La vittoria nel percorso medio della Belgian Waffle Ride, quarta prova di un circuito di gare gravel che si disputa negli Stati Uniti, per la precisione in Kansas, è servita a riportare alla ribalta una storia e una situazione davvero importanti. E il fatto che nella stessa pedalata Remco Evenepoel e Mattia Cattaneo abbiano chiuso rispettivamente al sesto e all'ottavo posto ha fornito un'ulteriore cassa mediatica mondiale.

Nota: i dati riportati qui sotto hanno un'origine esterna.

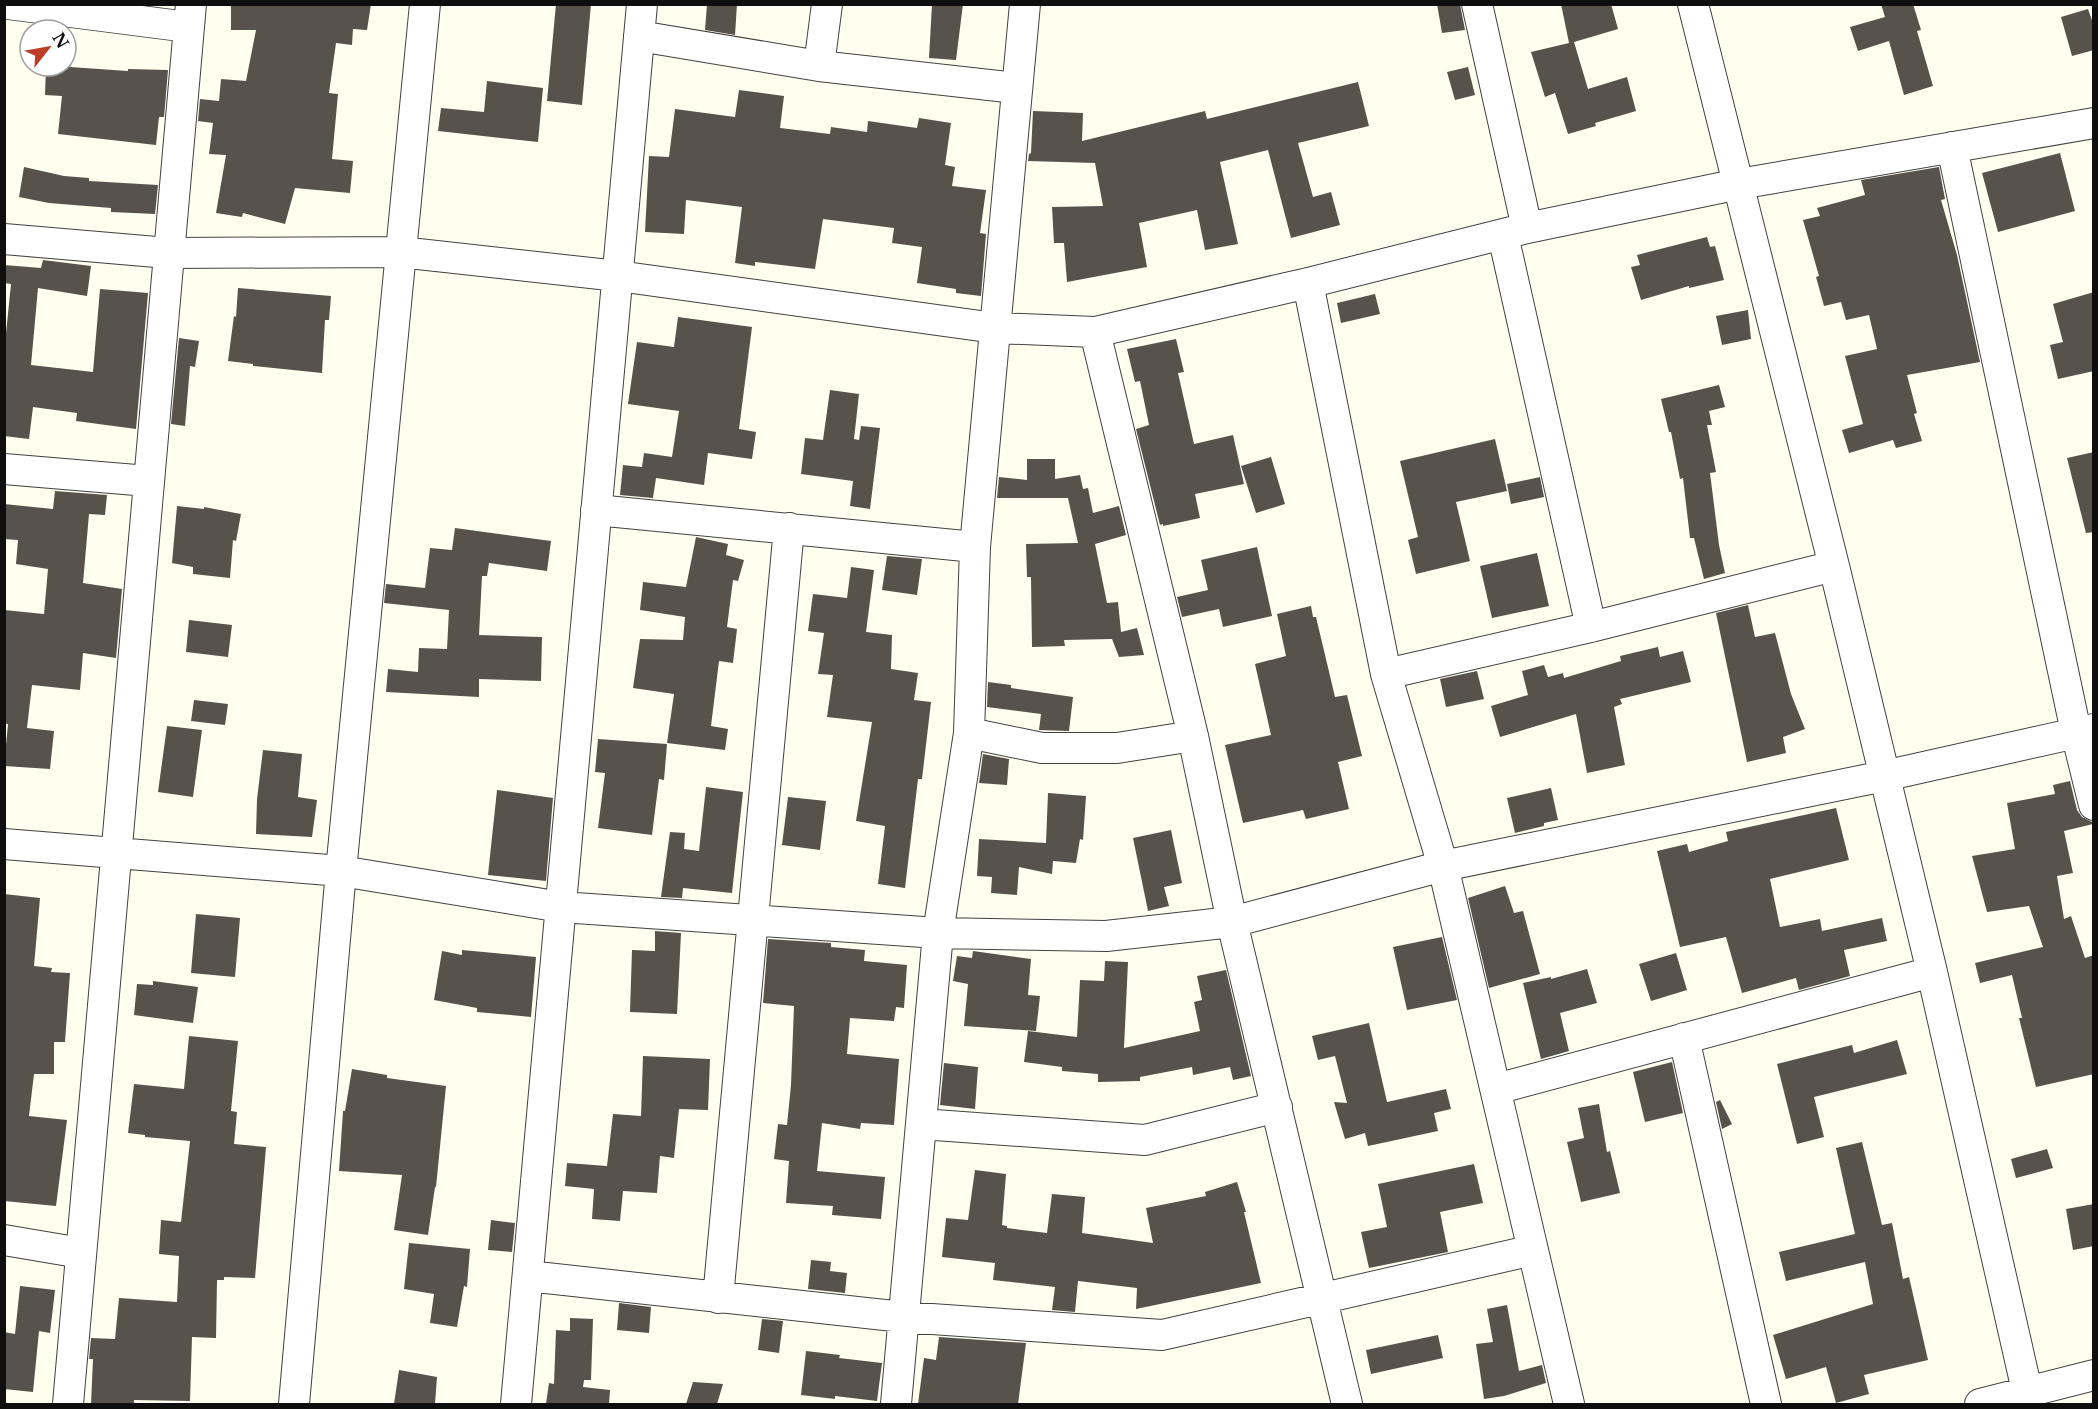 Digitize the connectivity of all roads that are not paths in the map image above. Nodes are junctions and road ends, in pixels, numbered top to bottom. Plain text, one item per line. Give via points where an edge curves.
1 (8, 4) edge
2 (425, 4) edge
3 (642, 4) edge
4 (827, 4) edge
5 (1025, 4) edge
6 (1477, 4) edge
7 (1693, 4) edge
8 (189, 16) edge
9 (639, 36) junction
10 (819, 66) junction
11 (1016, 88) junction
12 (2094, 123) edge
13 (1952, 147) junction
14 (1739, 184) junction
15 (1515, 231) junction
16 (4, 239) edge
17 (400, 252) junction
18 (168, 253) junction
19 (618, 276) junction
20 (1308, 283) junction
21 (995, 328) junction
22 (1095, 332) junction
23 (4, 469) edge
24 (148, 481) junction
25 (596, 510) junction
26 (789, 528) junction
27 (975, 547) junction
28 (1834, 566) junction
29 (1591, 627) junction
30 (1386, 674) junction
31 (2085, 730) edge
32 (969, 733) junction
33 (1193, 736) junction
34 (1884, 776) junction
35 (2094, 805) edge
36 (4, 844) edge
37 (116, 852) junction
38 (1443, 866) junction
39 (340, 871) junction
40 (561, 907) junction
41 (752, 921) junction
42 (1232, 922) junction
43 (938, 933) junction
44 (1932, 972) junction
45 (1684, 1038) junction
46 (1496, 1089) junction
47 (1277, 1107) junction
48 (921, 1124) junction
49 (4, 1240) edge
50 (1533, 1250) junction
51 (81, 1253) junction
52 (528, 1276) junction
53 (718, 1298) junction
54 (1322, 1298) junction
55 (903, 1317) junction
56 (2094, 1375) edge
57 (2028, 1398) edge
58 (68, 1404) edge
59 (294, 1404) edge
60 (516, 1404) edge
61 (896, 1404) edge
62 (1347, 1404) edge
63 (1569, 1404) edge
64 (1766, 1404) edge
65 (1980, 1404) edge

1 - 8 street
2 - 17 street
3 - 9 street
4 - 10 street
5 - 11 street
6 - 15 street
7 - 14 street
8 - 18 street
9 - 10 street
9 - 19 street
10 - 11 street
11 - 21 street
12 - 13 street
13 - 14 street
13 - 31 street
14 - 15 street
14 - 28 street
15 - 20 street
15 - 29 street
16 - 18 street
17 - 18 street
17 - 19 street
17 - 39 street
18 - 24 street
19 - 21 street
19 - 25 street
20 - 22 street
20 - 30 street
21 - 22 street
21 - 27 street
22 - 33 street
23 - 24 street
24 - 37 street
25 - 26 street
25 - 40 street
26 - 27 street
26 - 41 street
27 - 32 street
28 - 29 street
28 - 34 street
29 - 30 street
30 - 38 street
31 - 34 street
31 - 35 street
32 - 33 street via 1042,748 1117,748
32 - 43 street
33 - 42 street
34 - 38 street
34 - 44 street
36 - 37 street
37 - 39 street
37 - 51 street
38 - 42 street
38 - 46 street
39 - 40 street
39 - 59 street
40 - 41 street
40 - 52 street
41 - 43 street
41 - 53 street
42 - 43 street via 1106,936
42 - 47 street
43 - 48 street
44 - 45 street
44 - 57 street
45 - 46 street
45 - 64 street
46 - 50 street
47 - 48 street via 1145,1140
47 - 54 street
48 - 55 street
49 - 51 street
50 - 54 street
50 - 63 street
51 - 58 street
52 - 53 street
52 - 60 street
53 - 55 street
54 - 55 street via 1162,1335
54 - 62 street
55 - 61 street
56 - 57 street
57 - 65 street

La storia è quella di Molly Cameron ed è la storia di lotta e di una fatica, non solo sui pedali, che durano praticamente da una vita. Accade che un bel giorno Molly, nata uomo, decider di barrare la casellina “she“ nella richiesta del tesserino per correre in bicicletta.
I riflettori si posano oggi sulla storia di Molly e in generale sulla questione transgender nello sport. Un tema sul quale lo stesso Comitato olimpico internazionale fatica a trovare una sintesi, tanto che la pubblicazione delle nuove linee guida in materia è attesa non prima delle Olimpiadi invernali di Pechino: tre anni dopo il previsto.
Pochi mesi fa a Tokyo la sollevatrice di pesi neozelandese Laurel Hubbard era salita alla ribalta - pur senza ottenere medaglie - come prima atleta transgender a competere ai Giochi, risultato raggiunto dopo aver abbassato i suoi livelli di testosterone sotto la soglia richiesta dal Cio. Ma la vicenda della ciclista statunitense, che oggi ha 45 anni, è se possibile ancora più complessa.
Molly è una atleta, una attivista, gestisce un negozio di biciclette e un team (il pro Point S Auto-Nokian Tyre Cameron): si sente donna, appare fisicamente come un uomo e ha una fidanzata («diventeremo mogli», ha scritto su Instagram tre mesi fa).
All'inizio della sua carriera, nei primi anni duemila, aveva corso nelle categorie femminili dopo aver assunto estrogeni. Le prime vittorie hanno portato come strascico le lamentele delle colleghe. «Ad una gara una collega più anziana mi aveva urlato: "Non sei una donna!"», racconta.
Al termine di un lungo dibattito, la federazione ciclistica dell'Oregon aveva deciso: un atleta maschio avrebbe potuto gareggiare con le donne solo dopo aver cambiato sesso. Una scelta che Molly non voleva però fare solo se dettata dalle nuove regole. Così è nata l'idea del passaggio tra gli uomini. L'aver barrato anni prima la casella "femmina" sulla sua patente di guida le è costata però un'altra odissea: la sua licenza di ciclismo dice lo stesso e così la federazione ciclistica statunitense (l'Usac) aveva deciso, a un certo punto, di non ammettere più trasgressioni alle regole.
Se nel 2013 Cameron si era classificata seconda nella categoria maschile 30-39 anni ai campionati cross nazionali, a fine 2015 non aveva in un primo momento potuto iscriversi a quelli in programma nella Carolina del Nord (un aggravante, negli USA ogni stato federale ha leggi e tribunali indipendenti, il che non facilita le cose in un campo... minato come questo). E pensare che era stata lei stessa a sollecitare l'Usac a reinquadrarla come donna, dopo che la federazione, autonomamente, aveva deciso di indicarla come uomo.
Poi, per sua fortuna, l'Usac è tornata sui suoi passi e Molly ha continuato a collezionare una serie di ottimi risultati, sino al primo posto in Kansas dell'altro giorno. Al termine della gara di 111 chilometri Molly ha vinto riconoscendo che gli avversari più titolati - con chiaro riferimento a Evenepoel e Cattaneo della Deceuninck - hanno portato avanti un inseguimento... svogliato.
Intanto nella prova breve, disputata su 58 km, il pilota della Mercedes Valtteri Bottas ha chiuso in nona posizione. Non è ua annotazione folkloristica ma di sostanza perché proprio Bottas e la sua compagna, la ciclista australiana Tiffany Cromwell, in Kansas hanno sposato la causa di Molly, indossando i polsini della sua organizzazione, la Ride (Riders inspiring diversity and equality). Il gruppo che vuole affermare i diritti delle persone Lgbtq+ nello sport, la scorsa primavera ha guidato la protesta contro la legge dell'Arkansas che proibisce alle persone trans con meno di 18 anni di gareggiare nelle categorie femminili.
La battaglia di Molly Cameron prosegue, non solo in gara e non solo sugli sterrati del ciclocross.